WHAT YOU HAVE TO DO: Give back the data below exactly, with every line kept the same.

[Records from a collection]
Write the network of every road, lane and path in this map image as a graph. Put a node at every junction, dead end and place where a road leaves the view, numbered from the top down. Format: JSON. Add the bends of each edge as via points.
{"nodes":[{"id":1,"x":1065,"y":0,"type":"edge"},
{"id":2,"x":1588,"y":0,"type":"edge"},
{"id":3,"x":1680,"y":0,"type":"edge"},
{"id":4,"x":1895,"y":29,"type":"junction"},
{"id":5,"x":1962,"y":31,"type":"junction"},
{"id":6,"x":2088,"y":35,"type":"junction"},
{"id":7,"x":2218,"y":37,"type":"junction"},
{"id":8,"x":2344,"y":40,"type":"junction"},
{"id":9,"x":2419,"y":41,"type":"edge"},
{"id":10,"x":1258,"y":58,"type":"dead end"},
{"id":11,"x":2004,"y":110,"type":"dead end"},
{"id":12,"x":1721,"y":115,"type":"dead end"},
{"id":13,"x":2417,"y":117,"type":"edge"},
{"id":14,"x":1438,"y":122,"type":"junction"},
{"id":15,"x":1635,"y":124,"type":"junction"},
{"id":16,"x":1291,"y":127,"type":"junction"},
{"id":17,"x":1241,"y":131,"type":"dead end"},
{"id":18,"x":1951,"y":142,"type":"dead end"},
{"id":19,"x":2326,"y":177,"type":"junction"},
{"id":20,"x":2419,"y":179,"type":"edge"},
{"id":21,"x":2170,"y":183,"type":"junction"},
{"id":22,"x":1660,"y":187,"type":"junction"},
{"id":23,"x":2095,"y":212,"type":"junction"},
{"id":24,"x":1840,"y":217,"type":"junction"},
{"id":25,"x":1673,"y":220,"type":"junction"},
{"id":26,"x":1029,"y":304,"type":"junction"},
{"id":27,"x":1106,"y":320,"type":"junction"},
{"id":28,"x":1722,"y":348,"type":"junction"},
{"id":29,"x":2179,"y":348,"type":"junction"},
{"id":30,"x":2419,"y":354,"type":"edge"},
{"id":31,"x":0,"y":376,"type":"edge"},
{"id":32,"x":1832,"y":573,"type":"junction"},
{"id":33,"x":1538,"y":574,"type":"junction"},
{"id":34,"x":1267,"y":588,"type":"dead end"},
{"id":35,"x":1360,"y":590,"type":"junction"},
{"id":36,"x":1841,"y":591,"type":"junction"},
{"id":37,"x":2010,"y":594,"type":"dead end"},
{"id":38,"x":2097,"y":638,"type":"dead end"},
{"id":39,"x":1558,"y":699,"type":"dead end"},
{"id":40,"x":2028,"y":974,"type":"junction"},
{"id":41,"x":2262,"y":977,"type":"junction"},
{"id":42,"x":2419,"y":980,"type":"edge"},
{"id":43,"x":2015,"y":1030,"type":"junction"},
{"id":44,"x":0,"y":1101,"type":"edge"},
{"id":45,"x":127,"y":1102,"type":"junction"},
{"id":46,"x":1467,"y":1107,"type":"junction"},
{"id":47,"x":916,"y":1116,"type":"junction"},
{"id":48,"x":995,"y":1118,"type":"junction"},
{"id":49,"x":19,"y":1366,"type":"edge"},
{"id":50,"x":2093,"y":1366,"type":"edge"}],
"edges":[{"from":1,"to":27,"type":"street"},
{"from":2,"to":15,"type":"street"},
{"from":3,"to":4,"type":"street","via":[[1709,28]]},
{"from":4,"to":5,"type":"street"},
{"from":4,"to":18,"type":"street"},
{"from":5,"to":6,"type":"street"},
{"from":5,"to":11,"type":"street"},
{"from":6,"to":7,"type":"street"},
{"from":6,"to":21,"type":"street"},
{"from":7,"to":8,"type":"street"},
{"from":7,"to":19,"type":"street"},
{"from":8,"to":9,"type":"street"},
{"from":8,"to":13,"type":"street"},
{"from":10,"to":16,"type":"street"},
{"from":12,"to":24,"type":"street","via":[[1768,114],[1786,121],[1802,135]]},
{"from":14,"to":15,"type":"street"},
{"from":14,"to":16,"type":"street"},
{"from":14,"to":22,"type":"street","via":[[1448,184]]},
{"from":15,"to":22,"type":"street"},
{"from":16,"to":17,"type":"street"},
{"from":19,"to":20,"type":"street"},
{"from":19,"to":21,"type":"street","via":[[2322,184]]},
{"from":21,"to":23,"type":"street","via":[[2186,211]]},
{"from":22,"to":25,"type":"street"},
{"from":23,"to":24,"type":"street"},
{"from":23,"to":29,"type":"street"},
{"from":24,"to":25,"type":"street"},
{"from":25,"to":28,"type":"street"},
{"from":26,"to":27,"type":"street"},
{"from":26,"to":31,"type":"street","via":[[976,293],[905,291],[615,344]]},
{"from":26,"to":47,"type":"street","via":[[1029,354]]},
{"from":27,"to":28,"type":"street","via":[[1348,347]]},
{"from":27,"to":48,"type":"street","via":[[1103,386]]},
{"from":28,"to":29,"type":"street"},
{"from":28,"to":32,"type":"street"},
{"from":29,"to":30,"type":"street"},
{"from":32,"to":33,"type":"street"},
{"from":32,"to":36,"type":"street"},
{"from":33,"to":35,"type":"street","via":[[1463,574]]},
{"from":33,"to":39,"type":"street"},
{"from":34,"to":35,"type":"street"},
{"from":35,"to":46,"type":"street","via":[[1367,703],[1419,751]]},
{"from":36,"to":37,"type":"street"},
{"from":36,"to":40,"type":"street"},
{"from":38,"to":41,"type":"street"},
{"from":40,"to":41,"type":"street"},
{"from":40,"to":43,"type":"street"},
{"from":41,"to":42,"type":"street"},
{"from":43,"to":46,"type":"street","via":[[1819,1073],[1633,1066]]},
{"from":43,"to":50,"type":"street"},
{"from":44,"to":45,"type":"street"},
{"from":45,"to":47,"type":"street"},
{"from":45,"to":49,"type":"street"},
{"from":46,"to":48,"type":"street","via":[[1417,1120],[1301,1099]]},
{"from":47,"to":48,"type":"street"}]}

TASK OUTPUT:
Write the network of every road, lane and path in this map image as a graph. Put a node at every junction, dead end and place where a road leaves the view, numbered from the top down. Format: JSON. Add the bends of each edge as via points.
{"nodes":[{"id":1,"x":1065,"y":0,"type":"edge"},
{"id":2,"x":1588,"y":0,"type":"edge"},
{"id":3,"x":1680,"y":0,"type":"edge"},
{"id":4,"x":1895,"y":29,"type":"junction"},
{"id":5,"x":1962,"y":31,"type":"junction"},
{"id":6,"x":2088,"y":35,"type":"junction"},
{"id":7,"x":2218,"y":37,"type":"junction"},
{"id":8,"x":2344,"y":40,"type":"junction"},
{"id":9,"x":2419,"y":41,"type":"edge"},
{"id":10,"x":1258,"y":58,"type":"dead end"},
{"id":11,"x":2004,"y":110,"type":"dead end"},
{"id":12,"x":1721,"y":115,"type":"dead end"},
{"id":13,"x":2417,"y":117,"type":"edge"},
{"id":14,"x":1438,"y":122,"type":"junction"},
{"id":15,"x":1635,"y":124,"type":"junction"},
{"id":16,"x":1291,"y":127,"type":"junction"},
{"id":17,"x":1241,"y":131,"type":"dead end"},
{"id":18,"x":1951,"y":142,"type":"dead end"},
{"id":19,"x":2326,"y":177,"type":"junction"},
{"id":20,"x":2419,"y":179,"type":"edge"},
{"id":21,"x":2170,"y":183,"type":"junction"},
{"id":22,"x":1660,"y":187,"type":"junction"},
{"id":23,"x":2095,"y":212,"type":"junction"},
{"id":24,"x":1840,"y":217,"type":"junction"},
{"id":25,"x":1673,"y":220,"type":"junction"},
{"id":26,"x":1029,"y":304,"type":"junction"},
{"id":27,"x":1106,"y":320,"type":"junction"},
{"id":28,"x":1722,"y":348,"type":"junction"},
{"id":29,"x":2179,"y":348,"type":"junction"},
{"id":30,"x":2419,"y":354,"type":"edge"},
{"id":31,"x":0,"y":376,"type":"edge"},
{"id":32,"x":1832,"y":573,"type":"junction"},
{"id":33,"x":1538,"y":574,"type":"junction"},
{"id":34,"x":1267,"y":588,"type":"dead end"},
{"id":35,"x":1360,"y":590,"type":"junction"},
{"id":36,"x":1841,"y":591,"type":"junction"},
{"id":37,"x":2010,"y":594,"type":"dead end"},
{"id":38,"x":2097,"y":638,"type":"dead end"},
{"id":39,"x":1558,"y":699,"type":"dead end"},
{"id":40,"x":2028,"y":974,"type":"junction"},
{"id":41,"x":2262,"y":977,"type":"junction"},
{"id":42,"x":2419,"y":980,"type":"edge"},
{"id":43,"x":2015,"y":1030,"type":"junction"},
{"id":44,"x":0,"y":1101,"type":"edge"},
{"id":45,"x":127,"y":1102,"type":"junction"},
{"id":46,"x":1467,"y":1107,"type":"junction"},
{"id":47,"x":916,"y":1116,"type":"junction"},
{"id":48,"x":995,"y":1118,"type":"junction"},
{"id":49,"x":19,"y":1366,"type":"edge"},
{"id":50,"x":2093,"y":1366,"type":"edge"}],
"edges":[{"from":1,"to":27,"type":"street"},
{"from":2,"to":15,"type":"street"},
{"from":3,"to":4,"type":"street","via":[[1709,28]]},
{"from":4,"to":5,"type":"street"},
{"from":4,"to":18,"type":"street"},
{"from":5,"to":6,"type":"street"},
{"from":5,"to":11,"type":"street"},
{"from":6,"to":7,"type":"street"},
{"from":6,"to":21,"type":"street"},
{"from":7,"to":8,"type":"street"},
{"from":7,"to":19,"type":"street"},
{"from":8,"to":9,"type":"street"},
{"from":8,"to":13,"type":"street"},
{"from":10,"to":16,"type":"street"},
{"from":12,"to":24,"type":"street","via":[[1768,114],[1786,121],[1802,135]]},
{"from":14,"to":15,"type":"street"},
{"from":14,"to":16,"type":"street"},
{"from":14,"to":22,"type":"street","via":[[1448,184]]},
{"from":15,"to":22,"type":"street"},
{"from":16,"to":17,"type":"street"},
{"from":19,"to":20,"type":"street"},
{"from":19,"to":21,"type":"street","via":[[2322,184]]},
{"from":21,"to":23,"type":"street","via":[[2186,211]]},
{"from":22,"to":25,"type":"street"},
{"from":23,"to":24,"type":"street"},
{"from":23,"to":29,"type":"street"},
{"from":24,"to":25,"type":"street"},
{"from":25,"to":28,"type":"street"},
{"from":26,"to":27,"type":"street"},
{"from":26,"to":31,"type":"street","via":[[976,293],[905,291],[615,344]]},
{"from":26,"to":47,"type":"street","via":[[1029,354]]},
{"from":27,"to":28,"type":"street","via":[[1348,347]]},
{"from":27,"to":48,"type":"street","via":[[1103,386]]},
{"from":28,"to":29,"type":"street"},
{"from":28,"to":32,"type":"street"},
{"from":29,"to":30,"type":"street"},
{"from":32,"to":33,"type":"street"},
{"from":32,"to":36,"type":"street"},
{"from":33,"to":35,"type":"street","via":[[1463,574]]},
{"from":33,"to":39,"type":"street"},
{"from":34,"to":35,"type":"street"},
{"from":35,"to":46,"type":"street","via":[[1367,703],[1419,751]]},
{"from":36,"to":37,"type":"street"},
{"from":36,"to":40,"type":"street"},
{"from":38,"to":41,"type":"street"},
{"from":40,"to":41,"type":"street"},
{"from":40,"to":43,"type":"street"},
{"from":41,"to":42,"type":"street"},
{"from":43,"to":46,"type":"street","via":[[1819,1073],[1633,1066]]},
{"from":43,"to":50,"type":"street"},
{"from":44,"to":45,"type":"street"},
{"from":45,"to":47,"type":"street"},
{"from":45,"to":49,"type":"street"},
{"from":46,"to":48,"type":"street","via":[[1417,1120],[1301,1099]]},
{"from":47,"to":48,"type":"street"}]}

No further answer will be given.